On June 30, 2021, the Company issued a press release, a copy of which is
attached as Exhibit 99.1 hereto, announcing the pricing of the IPO.
Item 9.01 Financial Statements and Exhibits.
(d) Exhibits
Exhibit
No. Description
1.1 Underwriting Agreement, dated as of June 29, 2021, between the
Company and Morgan Stanley & Co. LLC.
3.1 Amended and Restated Memorandum and Articles of Association of the
Company.
10.1 Letter Agreement, dated as of June 29, 2021, among the Company, the
Sponsor and the Company's officers and directors.
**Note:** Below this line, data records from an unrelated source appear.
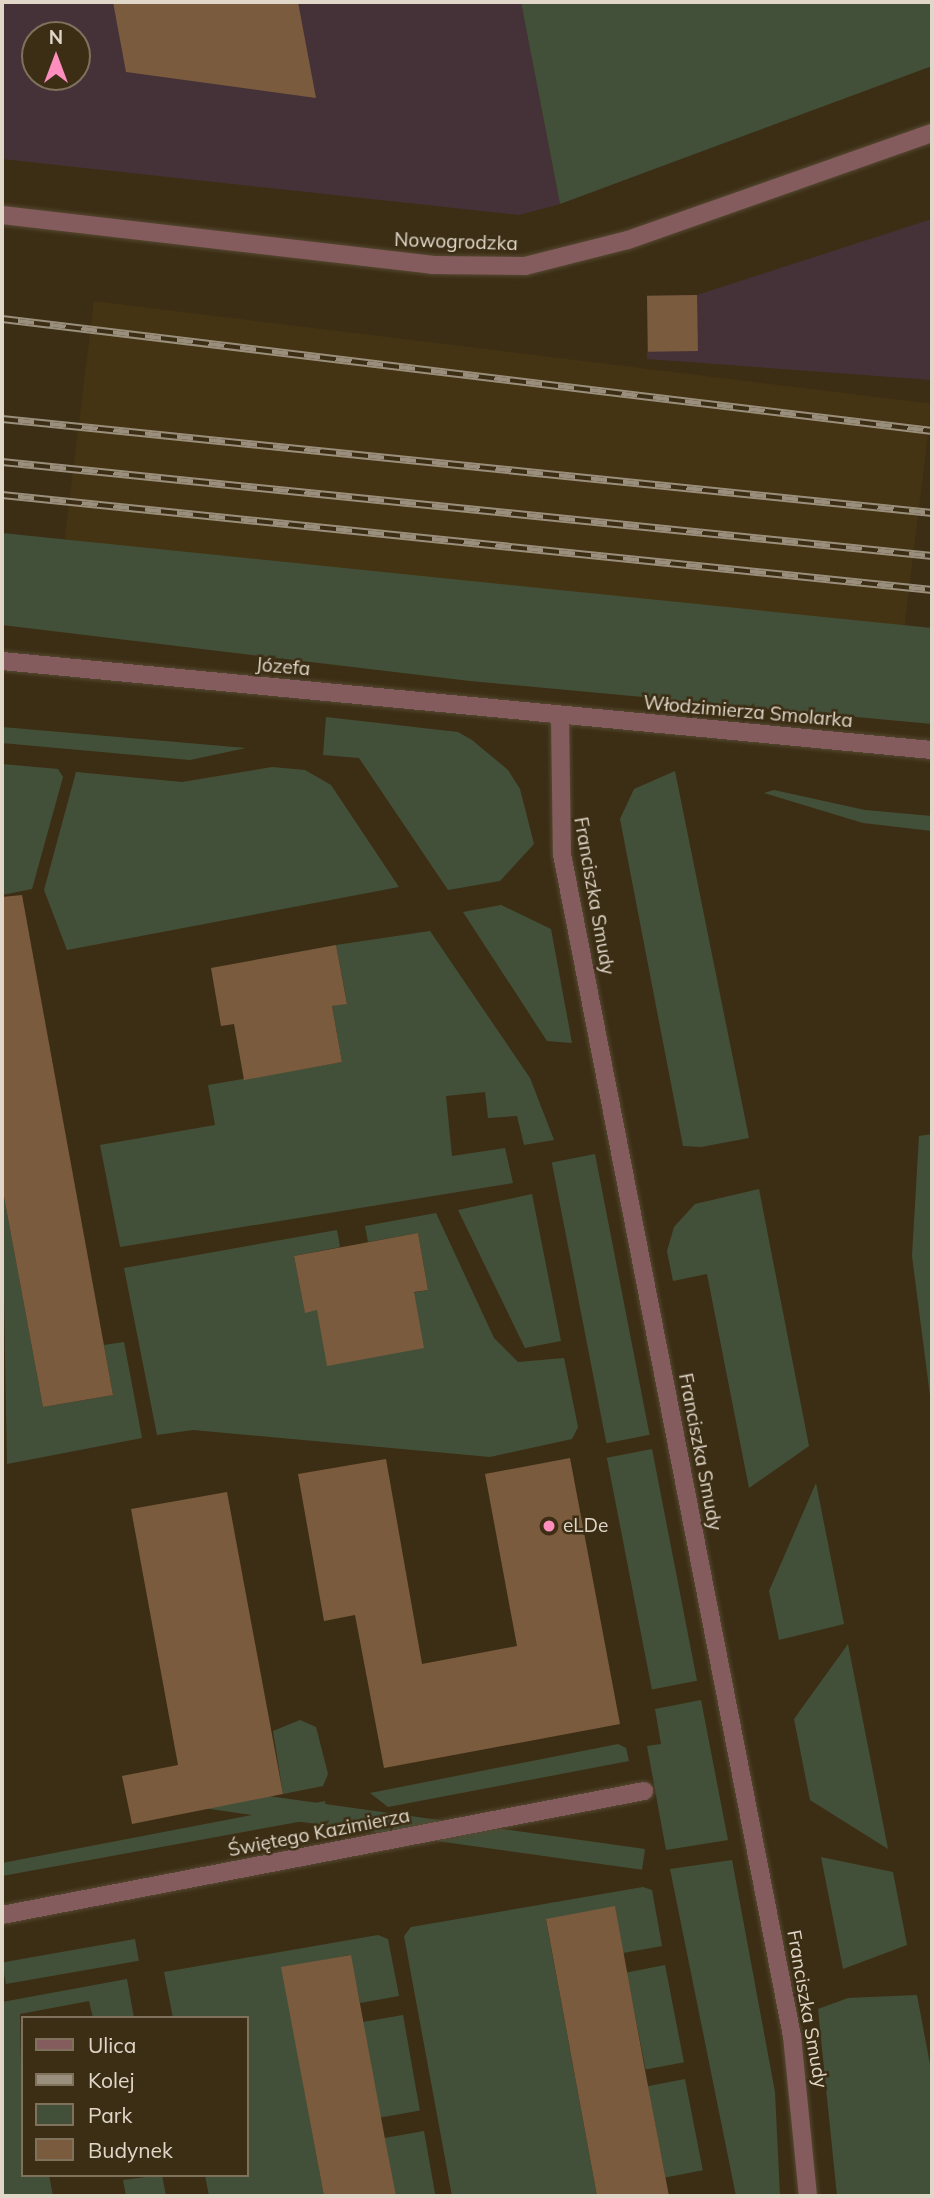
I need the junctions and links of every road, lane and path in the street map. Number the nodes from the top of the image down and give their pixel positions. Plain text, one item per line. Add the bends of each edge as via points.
1 (932, 133) edge
2 (2, 215) edge
3 (2, 661) edge
4 (560, 715) junction
5 (932, 750) edge
6 (644, 1791) dead end
7 (2, 1915) edge
8 (808, 2196) edge

1 - 2 street, Nowogrodzka via 628,240 525,266 432,265
3 - 4 street, Józefa
4 - 5 street, Włodzimierza Smolarka
4 - 8 street, Franciszka Smudy via 562,854 792,2036
6 - 7 street, Świętego Kazimierza

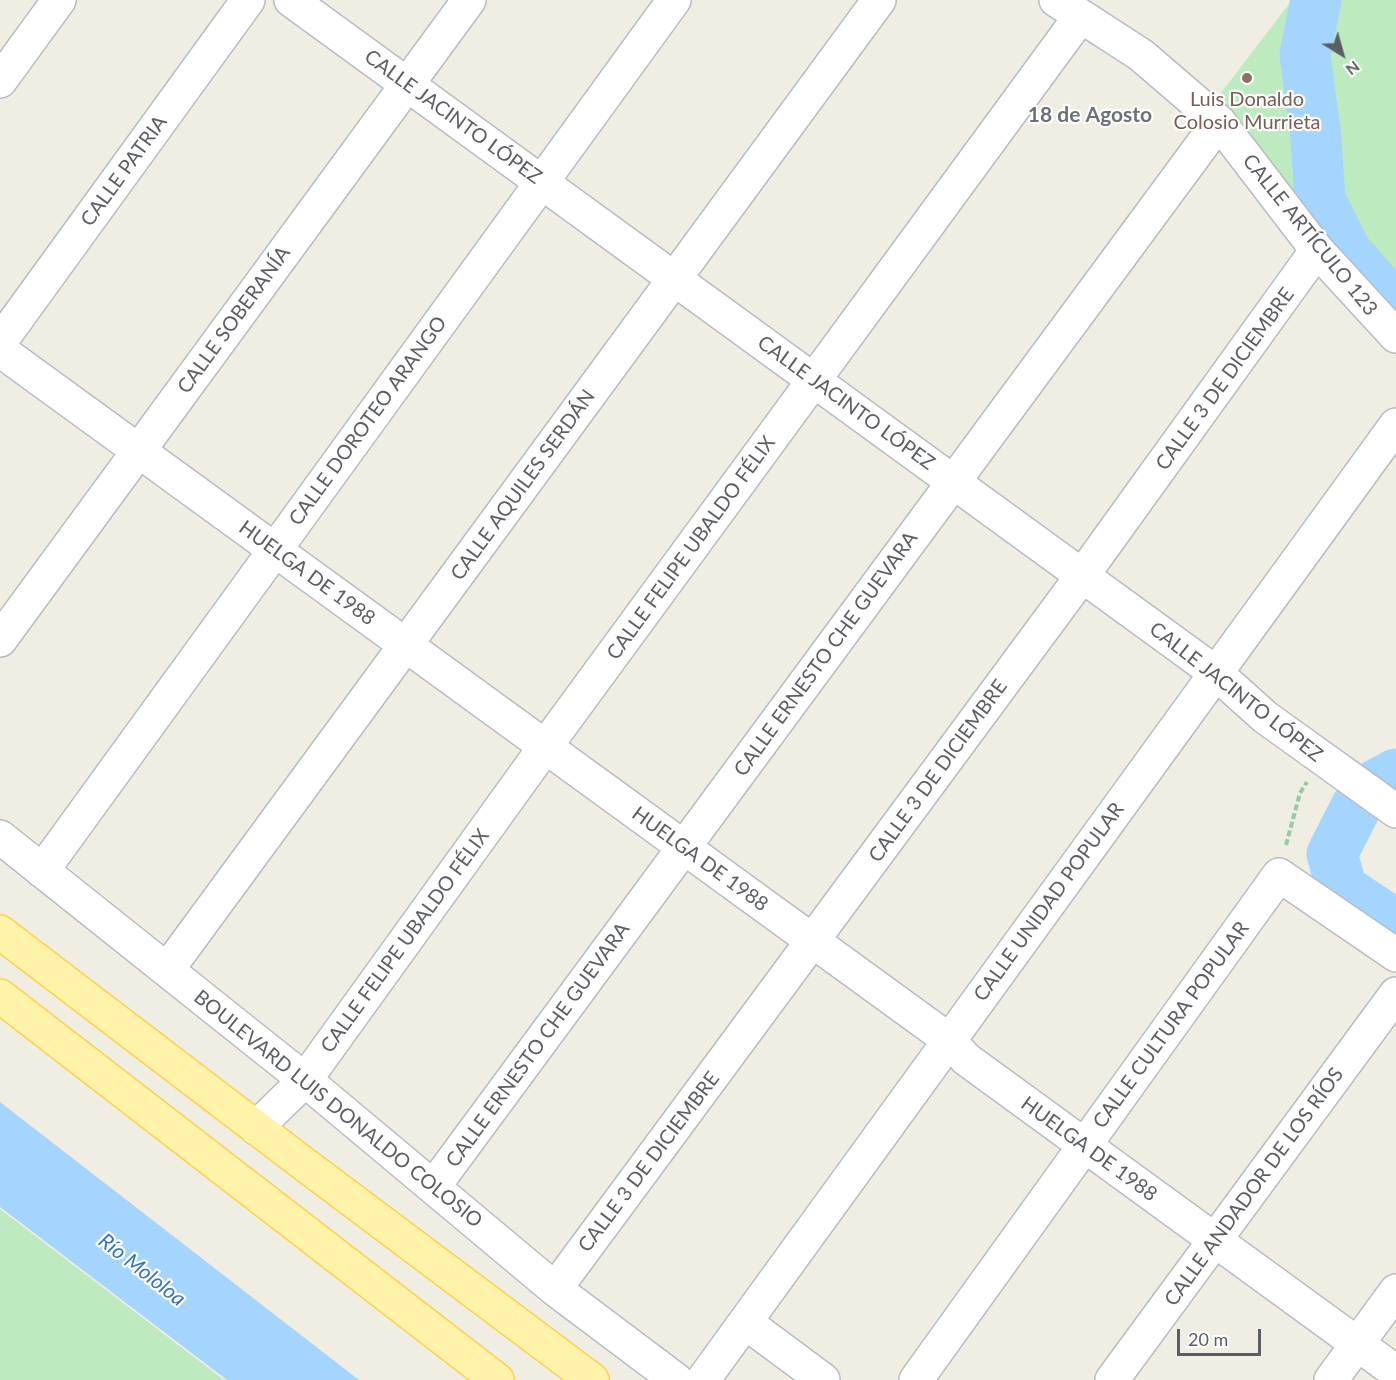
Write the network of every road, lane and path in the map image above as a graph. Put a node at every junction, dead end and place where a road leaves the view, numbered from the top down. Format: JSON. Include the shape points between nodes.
{"nodes":[{"id":1,"x":59,"y":0,"type":"edge"},
{"id":2,"x":248,"y":0,"type":"edge"},
{"id":3,"x":291,"y":0,"type":"edge"},
{"id":4,"x":469,"y":0,"type":"edge"},
{"id":5,"x":674,"y":0,"type":"edge"},
{"id":6,"x":879,"y":0,"type":"edge"},
{"id":7,"x":1068,"y":8,"type":"edge"},
{"id":8,"x":0,"y":81,"type":"edge"},
{"id":9,"x":407,"y":84,"type":"junction"},
{"id":10,"x":1219,"y":122,"type":"junction"},
{"id":11,"x":542,"y":182,"type":"junction"},
{"id":12,"x":1317,"y":250,"type":"junction"},
{"id":13,"x":675,"y":279,"type":"junction"},
{"id":14,"x":1396,"y":336,"type":"edge"},
{"id":15,"x":0,"y":342,"type":"edge"},
{"id":16,"x":0,"y":350,"type":"edge"},
{"id":17,"x":814,"y":380,"type":"junction"},
{"id":18,"x":1396,"y":425,"type":"edge"},
{"id":19,"x":139,"y":451,"type":"junction"},
{"id":20,"x":954,"y":482,"type":"junction"},
{"id":21,"x":275,"y":550,"type":"junction"},
{"id":22,"x":1082,"y":576,"type":"junction"},
{"id":23,"x":0,"y":640,"type":"edge"},
{"id":24,"x":406,"y":645,"type":"junction"},
{"id":25,"x":1216,"y":673,"type":"junction"},
{"id":26,"x":545,"y":747,"type":"junction"},
{"id":27,"x":1329,"y":764,"type":"junction"},
{"id":28,"x":1396,"y":811,"type":"edge"},
{"id":29,"x":0,"y":837,"type":"edge"},
{"id":30,"x":684,"y":847,"type":"junction"},
{"id":31,"x":42,"y":871,"type":"junction"},
{"id":32,"x":1279,"y":875,"type":"junction"},
{"id":33,"x":0,"y":933,"type":"edge"},
{"id":34,"x":813,"y":941,"type":"junction"},
{"id":35,"x":1396,"y":955,"type":"edge"},
{"id":36,"x":168,"y":970,"type":"junction"},
{"id":37,"x":1396,"y":994,"type":"edge"},
{"id":38,"x":0,"y":996,"type":"edge"},
{"id":39,"x":949,"y":1040,"type":"junction"},
{"id":40,"x":305,"y":1080,"type":"junction"},
{"id":41,"x":256,"y":1128,"type":"junction"},
{"id":42,"x":1084,"y":1145,"type":"junction"},
{"id":43,"x":434,"y":1186,"type":"junction"},
{"id":44,"x":1215,"y":1240,"type":"junction"},
{"id":45,"x":555,"y":1288,"type":"junction"},
{"id":46,"x":1396,"y":1291,"type":"edge"},
{"id":47,"x":745,"y":1322,"type":"junction"},
{"id":48,"x":1358,"y":1344,"type":"junction"},
{"id":49,"x":1396,"y":1372,"type":"edge"},
{"id":50,"x":497,"y":1380,"type":"edge"},
{"id":51,"x":592,"y":1380,"type":"edge"},
{"id":52,"x":676,"y":1380,"type":"edge"},
{"id":53,"x":703,"y":1380,"type":"edge"},
{"id":54,"x":823,"y":1380,"type":"edge"},
{"id":55,"x":916,"y":1380,"type":"edge"},
{"id":56,"x":1112,"y":1380,"type":"edge"},
{"id":57,"x":1331,"y":1380,"type":"edge"}],
"edges":[{"from":1,"to":8,"type":"street"},
{"from":2,"to":15,"type":"street","name":"CALLE PATRIA"},
{"from":3,"to":9,"type":"street","name":"CALLE JACINTO LÓPEZ"},
{"from":4,"to":9,"type":"street","name":"CALLE SOBERANÍA"},
{"from":5,"to":11,"type":"street","name":"CALLE DOROTEO ARANGO"},
{"from":6,"to":13,"type":"street","name":"CALLE AQUILES SERDÁN"},
{"from":7,"to":10,"type":"street","name":"CALLE ARTÍCULO 123","via":[[1141,55]]},
{"from":7,"to":17,"type":"street","name":"CALLE FELIPE UBALDO FÉLIX"},
{"from":9,"to":11,"type":"street","name":"CALLE JACINTO LÓPEZ"},
{"from":9,"to":19,"type":"street","name":"CALLE SOBERANÍA"},
{"from":10,"to":12,"type":"street","name":"CALLE ARTÍCULO 123"},
{"from":10,"to":20,"type":"street","name":"CALLE ERNESTO CHE GUEVARA"},
{"from":11,"to":13,"type":"street","name":"CALLE JACINTO LÓPEZ"},
{"from":11,"to":21,"type":"street","name":"CALLE DOROTEO ARANGO"},
{"from":12,"to":14,"type":"street","name":"CALLE ARTÍCULO 123"},
{"from":12,"to":22,"type":"street","name":"CALLE 3 DE DICIEMBRE"},
{"from":13,"to":17,"type":"street","name":"CALLE JACINTO LÓPEZ"},
{"from":13,"to":24,"type":"street","name":"CALLE AQUILES SERDÁN"},
{"from":16,"to":19,"type":"street","name":"HUELGA DE 1988"},
{"from":17,"to":20,"type":"street","name":"CALLE JACINTO LÓPEZ"},
{"from":17,"to":26,"type":"street","name":"CALLE FELIPE UBALDO FÉLIX"},
{"from":18,"to":25,"type":"street","name":"CALLE UNIDAD POPULAR"},
{"from":19,"to":21,"type":"street","name":"HUELGA DE 1988"},
{"from":19,"to":23,"type":"street","name":"CALLE SOBERANÍA"},
{"from":20,"to":22,"type":"street","name":"CALLE JACINTO LÓPEZ"},
{"from":20,"to":30,"type":"street","name":"CALLE ERNESTO CHE GUEVARA"},
{"from":21,"to":24,"type":"street","name":"HUELGA DE 1988"},
{"from":21,"to":31,"type":"street","name":"CALLE DOROTEO ARANGO"},
{"from":22,"to":25,"type":"street","name":"CALLE JACINTO LÓPEZ"},
{"from":22,"to":34,"type":"street","name":"CALLE 3 DE DICIEMBRE"},
{"from":24,"to":26,"type":"street","name":"HUELGA DE 1988"},
{"from":24,"to":36,"type":"street","name":"CALLE AQUILES SERDÁN"},
{"from":25,"to":27,"type":"street","name":"CALLE JACINTO LÓPEZ","via":[[1265,717]]},
{"from":25,"to":39,"type":"street","name":"CALLE UNIDAD POPULAR"},
{"from":26,"to":30,"type":"street","name":"HUELGA DE 1988"},
{"from":26,"to":40,"type":"street","name":"CALLE FELIPE UBALDO FÉLIX"},
{"from":27,"to":28,"type":"street","name":"CALLE JACINTO LÓPEZ"},
{"from":27,"to":32,"type":"path","via":[[1299,793]]},
{"from":29,"to":31,"type":"street","name":"BOULEVARD LUIS DONALDO COLOSIO"},
{"from":30,"to":34,"type":"street","name":"HUELGA DE 1988"},
{"from":30,"to":43,"type":"street","name":"CALLE ERNESTO CHE GUEVARA"},
{"from":31,"to":36,"type":"street","name":"BOULEVARD LUIS DONALDO COLOSIO"},
{"from":32,"to":35,"type":"street"},
{"from":32,"to":42,"type":"street","name":"CALLE CULTURA POPULAR"},
{"from":33,"to":41,"type":"main road"},
{"from":34,"to":39,"type":"street","name":"HUELGA DE 1988"},
{"from":34,"to":45,"type":"street","name":"CALLE 3 DE DICIEMBRE"},
{"from":36,"to":40,"type":"street","name":"BOULEVARD LUIS DONALDO COLOSIO"},
{"from":37,"to":44,"type":"street","name":"CALLE ANDADOR DE LOS RÍOS"},
{"from":38,"to":50,"type":"main road"},
{"from":39,"to":42,"type":"street","name":"HUELGA DE 1988","via":[[966,1059]]},
{"from":39,"to":47,"type":"street","name":"CALLE UNIDAD POPULAR"},
{"from":40,"to":41,"type":"street","name":"CALLE FELIPE UBALDO FÉLIX"},
{"from":40,"to":43,"type":"street","name":"BOULEVARD LUIS DONALDO COLOSIO"},
{"from":41,"to":51,"type":"main road"},
{"from":42,"to":44,"type":"street","name":"HUELGA DE 1988"},
{"from":42,"to":55,"type":"street","name":"CALLE CULTURA POPULAR"},
{"from":43,"to":45,"type":"street","name":"BOULEVARD LUIS DONALDO COLOSIO"},
{"from":44,"to":48,"type":"street","name":"HUELGA DE 1988"},
{"from":44,"to":56,"type":"street","name":"CALLE ANDADOR DE LOS RÍOS"},
{"from":45,"to":52,"type":"street","name":"BOULEVARD LUIS DONALDO COLOSIO"},
{"from":46,"to":48,"type":"street"},
{"from":47,"to":53,"type":"street","name":"CALLE UNIDAD POPULAR"},
{"from":47,"to":54,"type":"street"},
{"from":48,"to":49,"type":"street","name":"HUELGA DE 1988"},
{"from":48,"to":57,"type":"street"}]}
10.2 Investment Management Trust Agreement, dated as of June 29, 2021,
between the Company and Continental Stock Transfer & Trust Company, as
trustee.
10.3 Registration Rights Agreement, dated as of June 29, 2021, among the
Company and certain other security holders named therein.
10.4 Administrative Services Agreement, dated as of June 29, 2021,
between the Company and Social + Capital Partnership, LLC.
10.5 Private Placement Shares Purchase Agreement, dated as of June 29,
2021, between the Company and the Sponsor.
10.6 Form of Indemnity Agreement, dated June 29, 2021, between the
Company and each of its officers and directors.
99.1 Press Release, dated June 30, 2021.